The seminary was established by the estate of a businessman named Jonas Fraenkel, who had left instructions and funding for that purpose. Fraenkel had made clear his desire to have Rabbi Abraham Geiger head the new institution, but the executors of his estate viewed Geiger, the founder of what became Reform Judaism, as too radical. Instead they turned to Rabbi Zacharias Frankel (1801-1875), a Prague-born rabbi and historian.
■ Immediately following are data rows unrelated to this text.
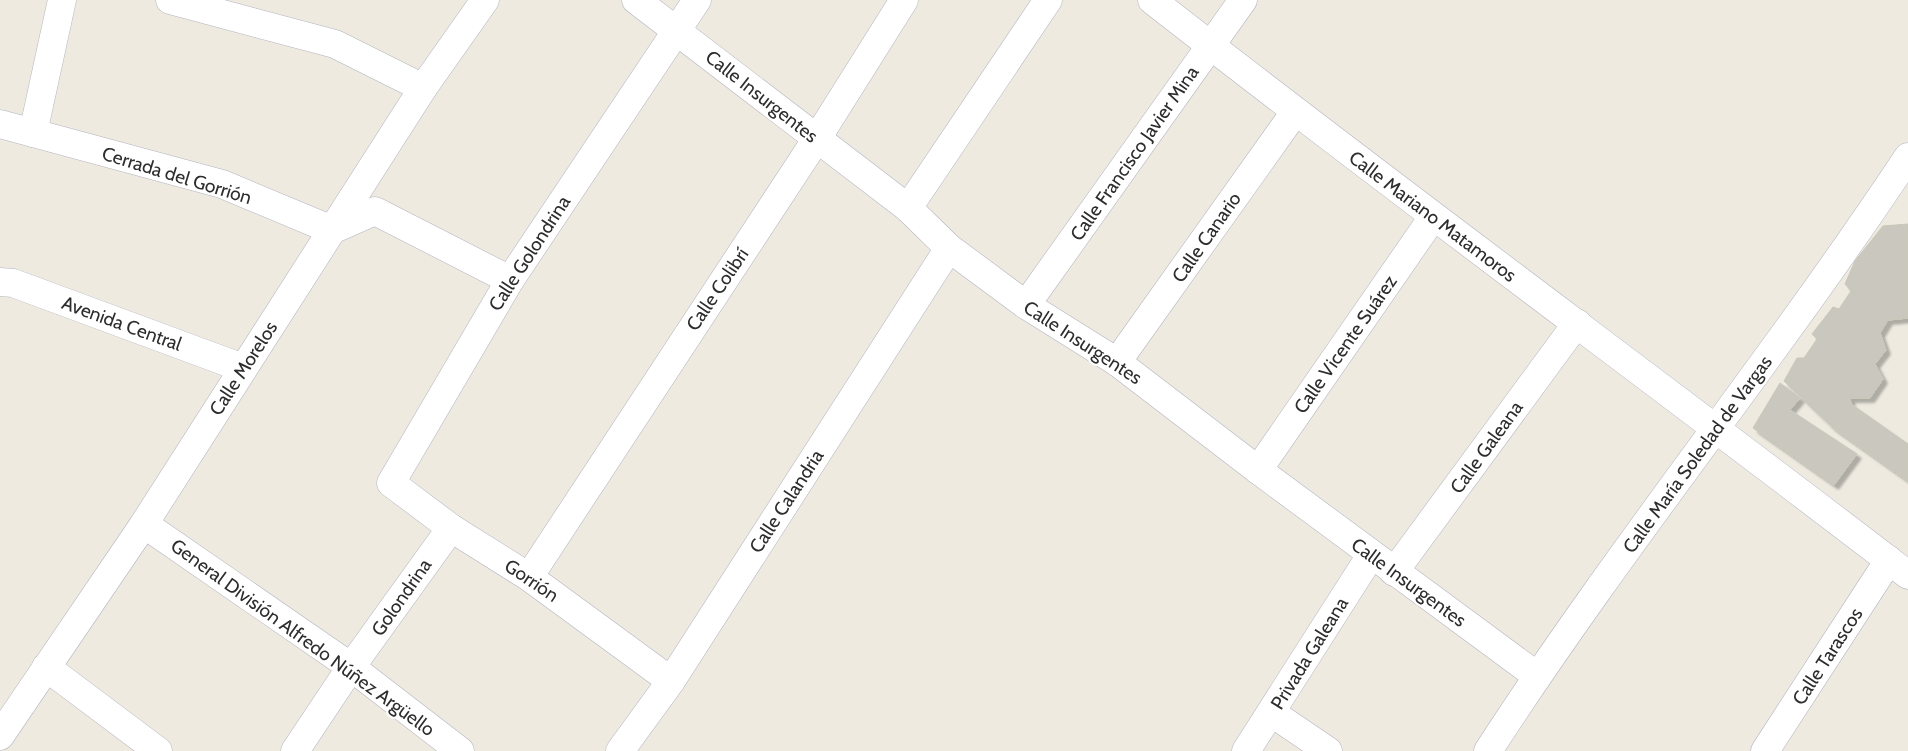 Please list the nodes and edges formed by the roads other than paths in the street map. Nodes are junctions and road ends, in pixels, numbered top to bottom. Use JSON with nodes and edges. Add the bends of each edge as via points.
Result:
{"nodes":[{"id":1,"x":62,"y":0,"type":"edge"},
{"id":2,"x":170,"y":0,"type":"edge"},
{"id":3,"x":485,"y":0,"type":"edge"},
{"id":4,"x":636,"y":0,"type":"edge"},
{"id":5,"x":697,"y":0,"type":"edge"},
{"id":6,"x":904,"y":0,"type":"edge"},
{"id":7,"x":1048,"y":0,"type":"edge"},
{"id":8,"x":1152,"y":0,"type":"edge"},
{"id":9,"x":1243,"y":0,"type":"edge"},
{"id":10,"x":677,"y":29,"type":"junction"},
{"id":11,"x":1210,"y":46,"type":"junction"},
{"id":12,"x":423,"y":88,"type":"junction"},
{"id":13,"x":1294,"y":112,"type":"junction"},
{"id":14,"x":0,"y":124,"type":"edge"},
{"id":15,"x":33,"y":133,"type":"junction"},
{"id":16,"x":816,"y":140,"type":"junction"},
{"id":17,"x":1908,"y":157,"type":"edge"},
{"id":18,"x":908,"y":208,"type":"junction"},
{"id":19,"x":1433,"y":217,"type":"junction"},
{"id":20,"x":332,"y":230,"type":"junction"},
{"id":21,"x":948,"y":248,"type":"junction"},
{"id":22,"x":510,"y":280,"type":"junction"},
{"id":23,"x":0,"y":282,"type":"edge"},
{"id":24,"x":1026,"y":305,"type":"junction"},
{"id":25,"x":1577,"y":323,"type":"junction"},
{"id":26,"x":1117,"y":362,"type":"junction"},
{"id":27,"x":243,"y":368,"type":"junction"},
{"id":28,"x":1717,"y":428,"type":"junction"},
{"id":29,"x":1258,"y":470,"type":"junction"},
{"id":30,"x":391,"y":483,"type":"joint"},
{"id":31,"x":144,"y":524,"type":"junction"},
{"id":32,"x":450,"y":528,"type":"junction"},
{"id":33,"x":1371,"y":555,"type":"junction"},
{"id":34,"x":1899,"y":567,"type":"edge"},
{"id":35,"x":1394,"y":572,"type":"junction"},
{"id":36,"x":529,"y":577,"type":"junction"},
{"id":37,"x":46,"y":667,"type":"junction"},
{"id":38,"x":351,"y":667,"type":"junction"},
{"id":39,"x":1537,"y":676,"type":"junction"},
{"id":40,"x":671,"y":681,"type":"junction"},
{"id":41,"x":1272,"y":713,"type":"junction"},
{"id":42,"x":0,"y":736,"type":"edge"},
{"id":43,"x":158,"y":751,"type":"edge"},
{"id":44,"x":295,"y":751,"type":"edge"},
{"id":45,"x":460,"y":751,"type":"edge"},
{"id":46,"x":620,"y":751,"type":"edge"},
{"id":47,"x":1246,"y":751,"type":"edge"},
{"id":48,"x":1328,"y":751,"type":"edge"},
{"id":49,"x":1488,"y":751,"type":"edge"},
{"id":50,"x":1765,"y":751,"type":"edge"}],
"edges":[{"from":1,"to":15,"type":"street"},
{"from":2,"to":12,"type":"street","via":[[335,44]]},
{"from":3,"to":12,"type":"street","name":"Calle Morelos"},
{"from":4,"to":10,"type":"street","name":"Calle Insurgentes"},
{"from":5,"to":10,"type":"street","name":"Calle Golondrina"},
{"from":6,"to":16,"type":"street","name":"Calle Colibrí"},
{"from":7,"to":18,"type":"street"},
{"from":8,"to":11,"type":"street","name":"Calle Mariano Matamoros"},
{"from":9,"to":11,"type":"street","name":"Calle Francisco Javier Mina"},
{"from":10,"to":16,"type":"street","name":"Calle Insurgentes"},
{"from":10,"to":22,"type":"street","name":"Calle Golondrina"},
{"from":11,"to":13,"type":"street","name":"Calle Mariano Matamoros"},
{"from":11,"to":24,"type":"street","name":"Calle Francisco Javier Mina"},
{"from":12,"to":20,"type":"street","name":"Calle Morelos"},
{"from":13,"to":19,"type":"street","name":"Calle Mariano Matamoros"},
{"from":13,"to":26,"type":"street","name":"Calle Canario"},
{"from":14,"to":15,"type":"street","name":"Cerrada del Gorrión"},
{"from":15,"to":20,"type":"street","name":"Cerrada del Gorrión","via":[[222,184]]},
{"from":16,"to":18,"type":"street","name":"Calle Insurgentes"},
{"from":16,"to":36,"type":"street","name":"Calle Colibrí"},
{"from":17,"to":28,"type":"street","name":"Calle María Soledad de Vargas"},
{"from":18,"to":21,"type":"street","name":"Calle Insurgentes"},
{"from":19,"to":25,"type":"street","name":"Calle Mariano Matamoros"},
{"from":19,"to":29,"type":"street","name":"Calle Vicente Suárez"},
{"from":20,"to":22,"type":"street","via":[[375,211]]},
{"from":20,"to":27,"type":"street","name":"Calle Morelos"},
{"from":21,"to":24,"type":"street","name":"Calle Insurgentes"},
{"from":21,"to":40,"type":"street","name":"Calle Calandria"},
{"from":22,"to":30,"type":"street","name":"Calle Golondrina"},
{"from":23,"to":27,"type":"street","name":"Avenida Central","via":[[13,283]]},
{"from":24,"to":26,"type":"street","name":"Calle Insurgentes"},
{"from":25,"to":28,"type":"street","name":"Calle Mariano Matamoros"},
{"from":25,"to":35,"type":"street","name":"Calle Galeana"},
{"from":26,"to":29,"type":"street","name":"Calle Insurgentes"},
{"from":27,"to":31,"type":"street","name":"Calle Morelos"},
{"from":28,"to":34,"type":"street","name":"Calle Mariano Matamoros"},
{"from":28,"to":39,"type":"street","name":"Calle María Soledad de Vargas"},
{"from":29,"to":33,"type":"street","name":"Calle Insurgentes"},
{"from":30,"to":32,"type":"street","name":"Gorrión"},
{"from":31,"to":37,"type":"street","name":"Calle Morelos"},
{"from":31,"to":38,"type":"street","name":"General División Alfredo Núñez Argüello"},
{"from":32,"to":36,"type":"street","name":"Gorrión"},
{"from":32,"to":38,"type":"street","name":"Golondrina"},
{"from":33,"to":35,"type":"street","name":"Calle Insurgentes"},
{"from":33,"to":41,"type":"street","name":"Privada Galeana"},
{"from":34,"to":50,"type":"street","name":"Calle Tarascos"},
{"from":35,"to":39,"type":"street","name":"Calle Insurgentes"},
{"from":36,"to":40,"type":"street","name":"Gorrión"},
{"from":37,"to":42,"type":"street","name":"Calle Morelos"},
{"from":37,"to":43,"type":"street"},
{"from":38,"to":44,"type":"street","name":"Golondrina"},
{"from":38,"to":45,"type":"street","name":"General División Alfredo Núñez Argüello"},
{"from":39,"to":49,"type":"street","name":"Calle María Soledad de Vargas"},
{"from":40,"to":46,"type":"street","name":"Calle Calandria"},
{"from":41,"to":47,"type":"street","name":"Privada Galeana"},
{"from":41,"to":48,"type":"street"}]}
The choice of Frankel (no relation to Jonas Fraenkel) over Geiger anticipated the differences that distinguish between Conservative and Reform Judaism to this day.
Zacharias Frankel promoted an approach called “positive-historical Judaism,” which viewed the “positive” necessity of traditional Jewish law and practice to Jewish life, on the one hand, and a “historical,” or critical, reading of Jewish texts and the Jewish past, on the other. Frankel argued that Jewish law, although authoritative, had always been a constantly evolving entity, and that it could not exist in isolation from the community it served.
This placed the Breslau seminary in the middle ground, between the Reform of Geiger -- which took the liberties it felt were necessary to make Judaism compatible with modern life, including dispensing with Hebrew in the liturgy -- and the neo-Orthodoxy of Geiger’s former classmate Samson Raphael Hirsch. Hirsch, the forerunner of modern Orthodoxy, also believed that the modern Jew could participate in contemporary society, but for him Jewish law was divinely bestowed and thus immutable.
The Breslau seminary operated openly from 1854 until 1938, ordaining some 250 rabbis, and offering courses for teachers and youth leaders as well. Its building was sacked during Kristallnacht, November 9-10, 1938. Following that, despite Nazi orders to close, it continued operating secretly, and ordained its last two rabbis on February 21, 1939.
Much of its library, too, one of the world’s greatest Judaica collections, was destroyed, although parts have been tracked down around the world in recent years.